Stored records
*** Begin section ***

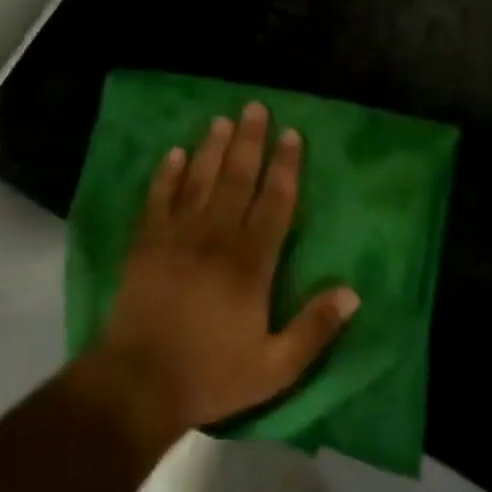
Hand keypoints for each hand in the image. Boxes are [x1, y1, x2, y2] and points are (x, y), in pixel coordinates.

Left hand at [99, 103, 359, 432]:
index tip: (292, 135)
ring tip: (222, 119)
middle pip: (236, 178)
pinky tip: (174, 153)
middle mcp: (215, 237)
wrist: (138, 383)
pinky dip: (166, 174)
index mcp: (251, 263)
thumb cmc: (211, 374)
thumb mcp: (276, 367)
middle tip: (255, 108)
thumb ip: (315, 329)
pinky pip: (158, 198)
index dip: (286, 167)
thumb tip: (353, 293)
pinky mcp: (145, 243)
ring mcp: (176, 236)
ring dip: (212, 148)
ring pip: (198, 180)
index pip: (275, 202)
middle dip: (249, 141)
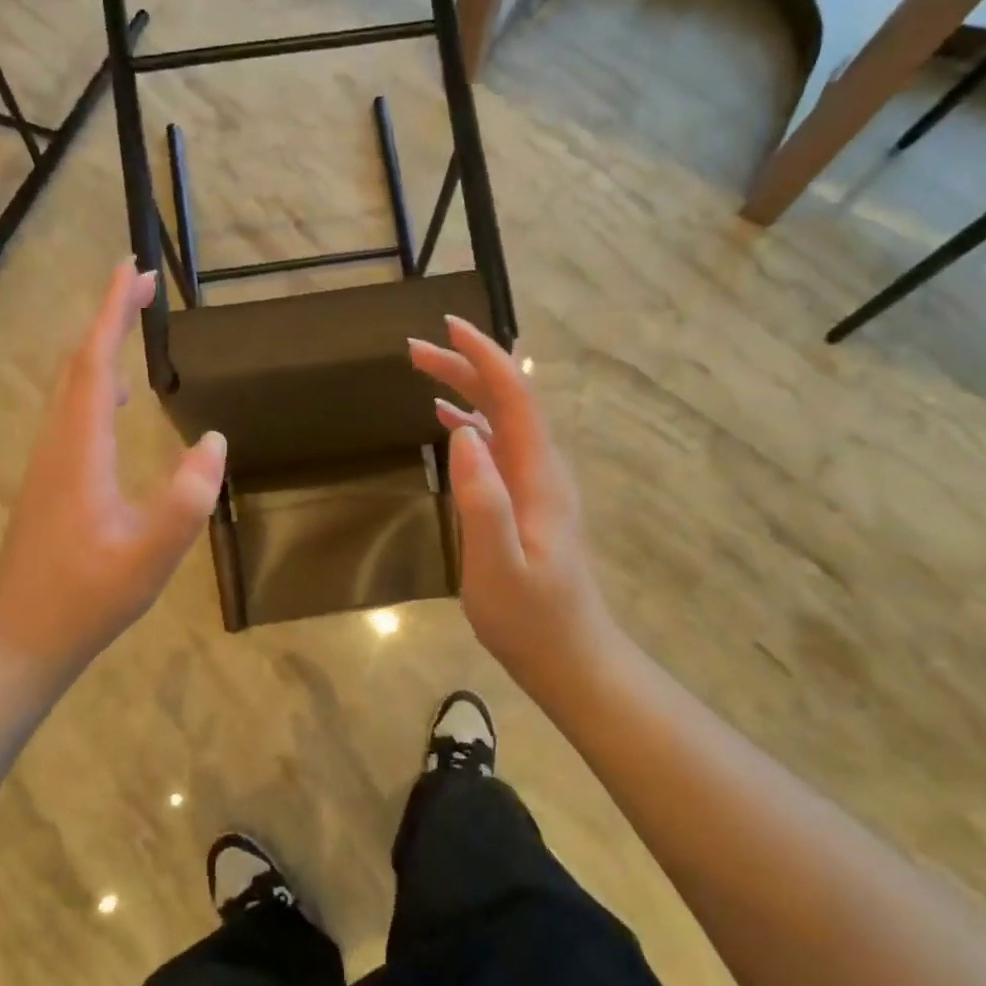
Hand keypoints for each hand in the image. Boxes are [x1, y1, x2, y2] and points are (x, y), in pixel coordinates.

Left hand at [0, 261, 226, 677]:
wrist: (20, 638)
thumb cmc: (85, 600)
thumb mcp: (148, 558)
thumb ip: (185, 501)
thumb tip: (212, 440)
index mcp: (80, 451)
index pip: (96, 364)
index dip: (113, 314)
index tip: (134, 270)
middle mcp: (57, 444)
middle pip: (77, 364)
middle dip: (107, 318)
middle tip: (142, 285)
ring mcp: (49, 463)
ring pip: (70, 387)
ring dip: (99, 348)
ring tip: (131, 326)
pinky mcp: (50, 481)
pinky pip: (72, 413)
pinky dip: (95, 385)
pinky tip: (118, 402)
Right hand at [410, 317, 612, 695]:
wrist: (571, 658)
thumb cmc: (531, 618)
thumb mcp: (497, 565)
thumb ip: (482, 499)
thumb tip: (460, 430)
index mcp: (538, 476)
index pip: (515, 397)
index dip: (484, 357)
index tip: (449, 328)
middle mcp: (542, 470)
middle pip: (508, 400)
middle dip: (466, 366)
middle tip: (415, 349)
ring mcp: (537, 485)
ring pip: (502, 419)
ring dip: (466, 389)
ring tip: (423, 371)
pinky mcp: (527, 502)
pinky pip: (499, 446)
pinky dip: (472, 422)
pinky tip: (448, 422)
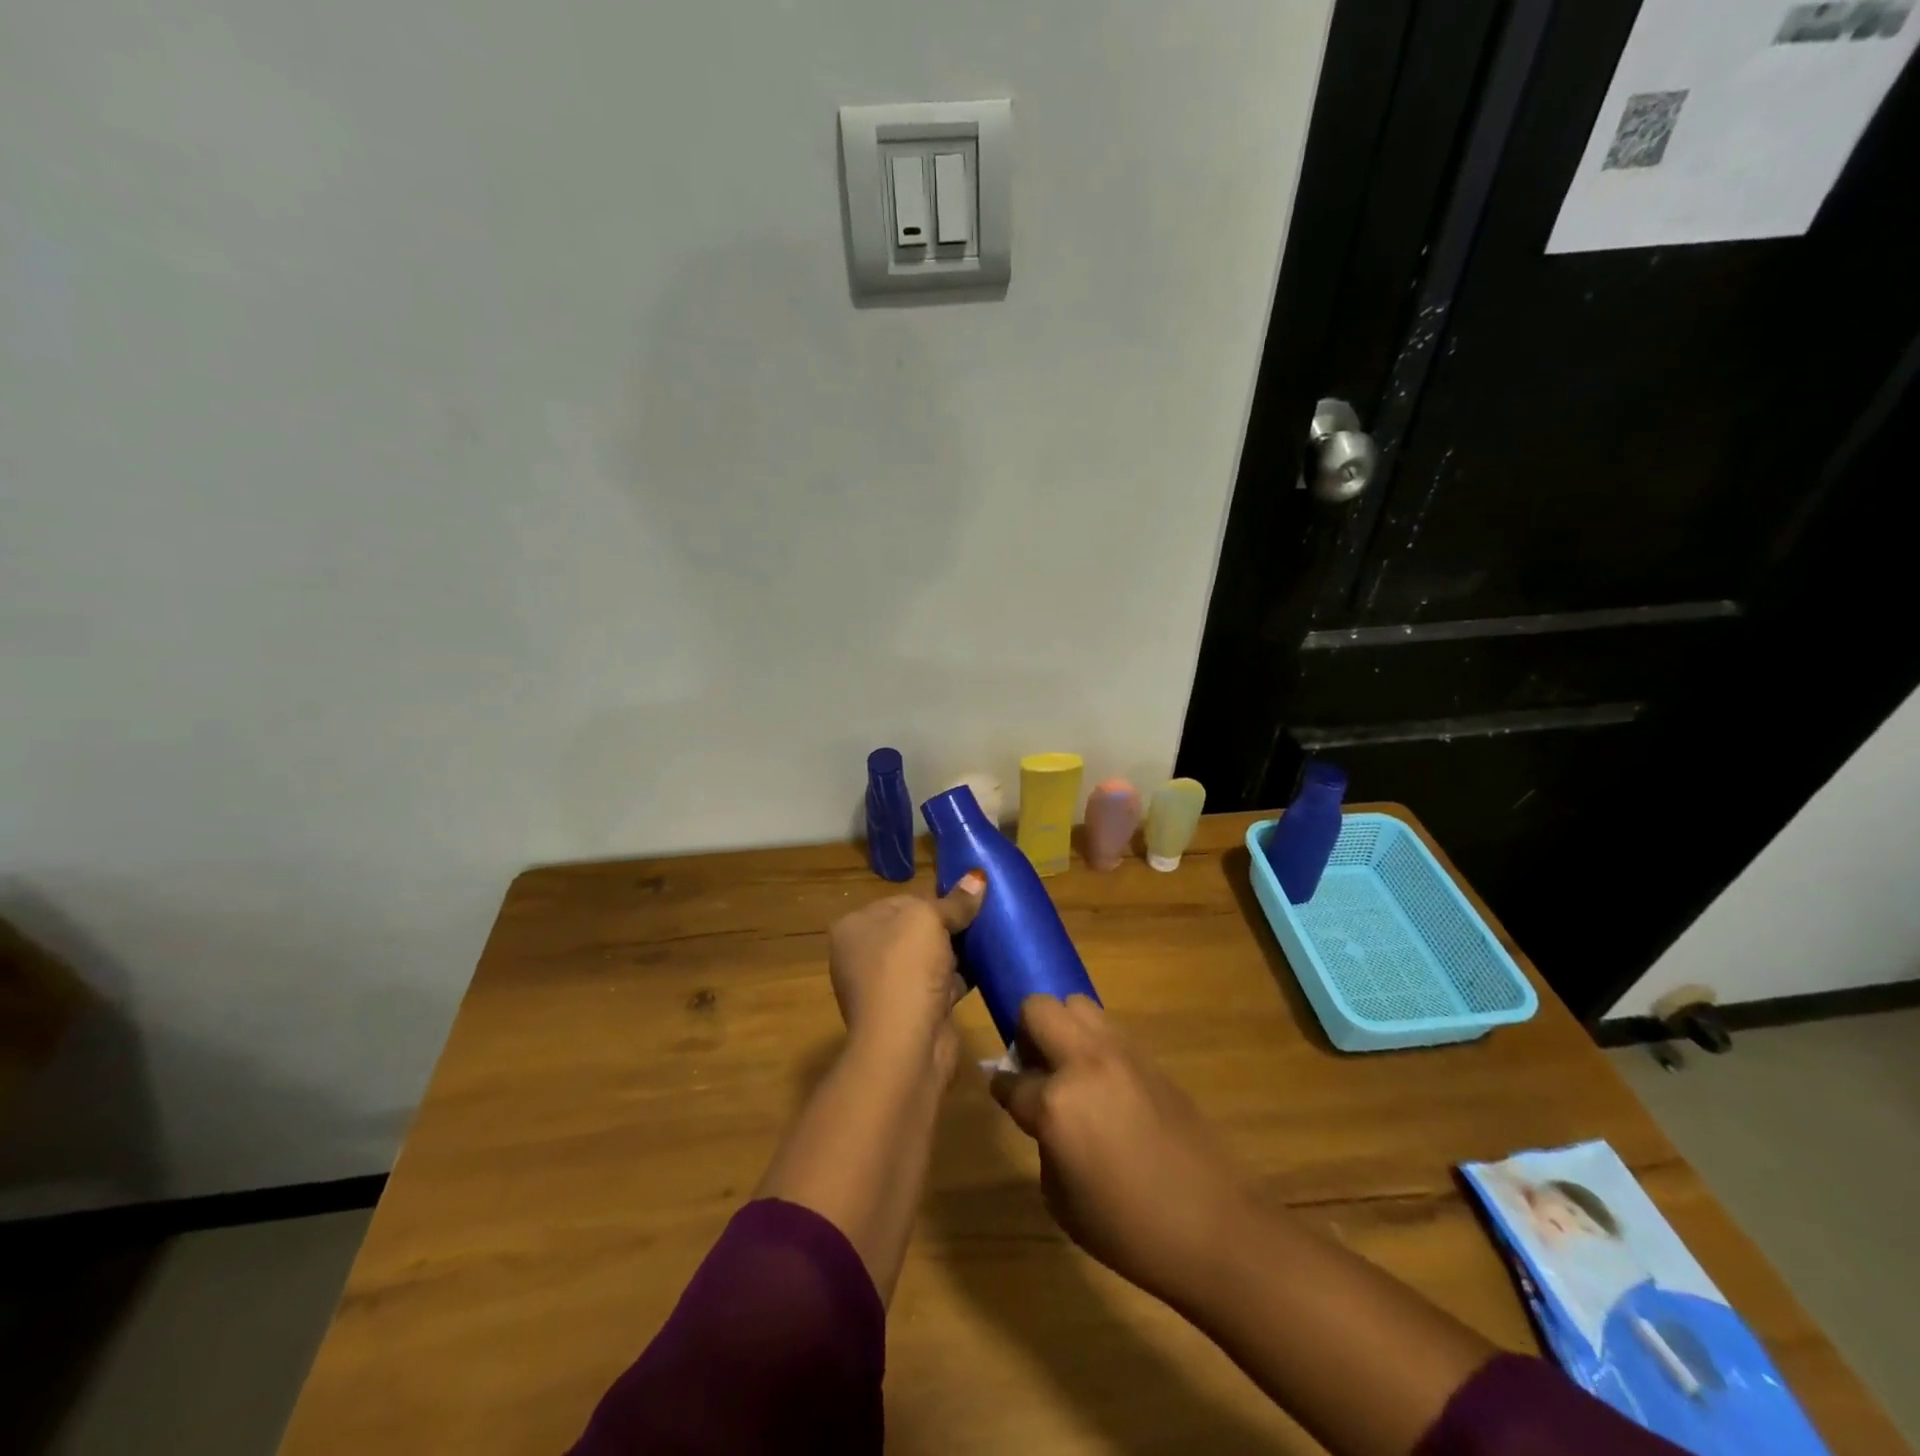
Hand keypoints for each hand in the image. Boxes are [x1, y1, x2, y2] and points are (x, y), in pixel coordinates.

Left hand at [827, 871, 983, 1075]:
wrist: (904, 1045)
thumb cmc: (905, 968)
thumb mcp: (929, 919)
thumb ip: (954, 902)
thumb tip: (977, 877)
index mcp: (853, 927)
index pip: (900, 901)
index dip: (933, 899)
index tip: (963, 901)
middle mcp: (862, 956)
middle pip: (914, 930)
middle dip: (946, 927)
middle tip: (981, 920)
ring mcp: (884, 988)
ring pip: (928, 959)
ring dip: (955, 953)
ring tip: (987, 941)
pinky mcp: (909, 1013)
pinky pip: (938, 986)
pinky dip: (958, 979)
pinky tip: (983, 970)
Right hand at [989, 994, 1257, 1306]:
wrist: (1213, 1227)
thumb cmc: (1127, 1229)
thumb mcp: (1060, 1197)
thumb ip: (1043, 1141)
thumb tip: (1044, 1113)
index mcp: (1056, 1104)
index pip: (1011, 1080)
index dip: (1001, 1086)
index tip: (1002, 1090)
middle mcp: (1085, 1063)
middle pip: (1038, 1009)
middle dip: (1025, 1031)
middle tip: (1033, 1065)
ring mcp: (1121, 1053)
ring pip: (1076, 1005)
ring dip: (1062, 1027)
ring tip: (1069, 1066)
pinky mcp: (1149, 1056)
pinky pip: (1108, 1029)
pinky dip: (1093, 1042)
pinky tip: (1102, 1079)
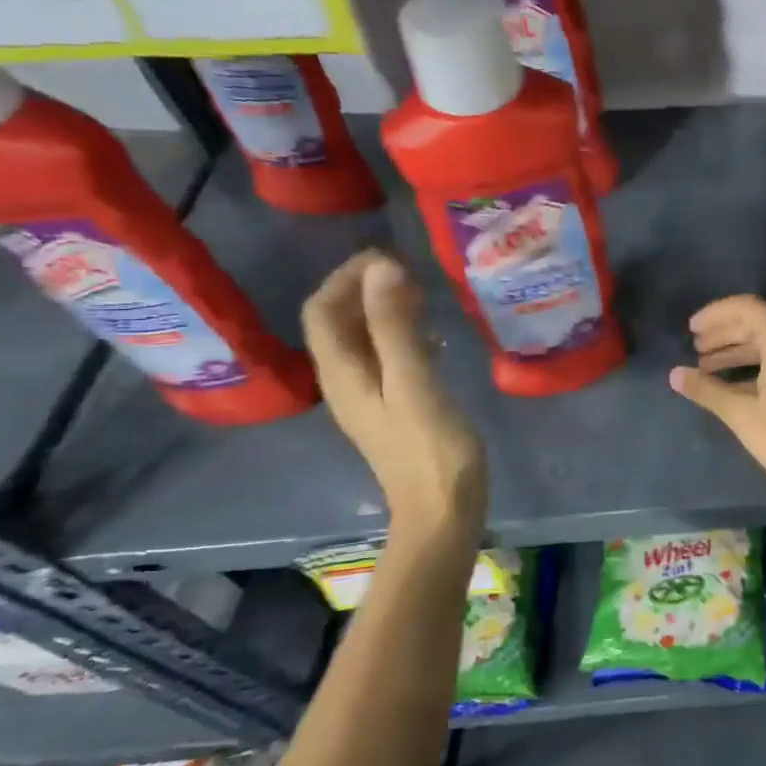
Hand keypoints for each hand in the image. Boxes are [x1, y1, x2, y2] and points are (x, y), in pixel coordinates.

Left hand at [302, 250, 485, 546]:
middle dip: (365, 288)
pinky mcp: (394, 406)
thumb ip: (395, 326)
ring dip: (384, 309)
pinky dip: (403, 334)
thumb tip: (382, 267)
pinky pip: (388, 357)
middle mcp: (346, 381)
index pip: (323, 310)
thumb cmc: (430, 447)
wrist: (442, 509)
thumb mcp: (414, 382)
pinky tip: (435, 336)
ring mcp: (370, 396)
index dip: (346, 277)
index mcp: (342, 374)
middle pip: (339, 322)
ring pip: (364, 339)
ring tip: (422, 293)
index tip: (389, 256)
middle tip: (409, 270)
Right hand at [669, 295, 765, 487]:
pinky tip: (729, 382)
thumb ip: (706, 390)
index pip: (746, 308)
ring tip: (704, 366)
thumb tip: (675, 374)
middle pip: (756, 323)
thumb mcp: (741, 414)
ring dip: (736, 349)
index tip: (692, 329)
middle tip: (695, 348)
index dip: (716, 314)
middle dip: (723, 333)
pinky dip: (753, 364)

*** End section ***

DIRECTIONS
Set down exactly the line with "index pip: (746, 308)" and each line after it up to the end of the records, adding nothing.

RESPONSE TO THIS TASK
index pip: (746, 308)
ring tip: (704, 366)
thumb tip: (675, 374)
middle pip: (756, 323)
thumb mcp: (741, 414)
ring dip: (736, 349)
index tip: (692, 329)
middle tip: (695, 348)
index dip: (716, 314)
middle dip: (723, 333)
pinky dip: (753, 364)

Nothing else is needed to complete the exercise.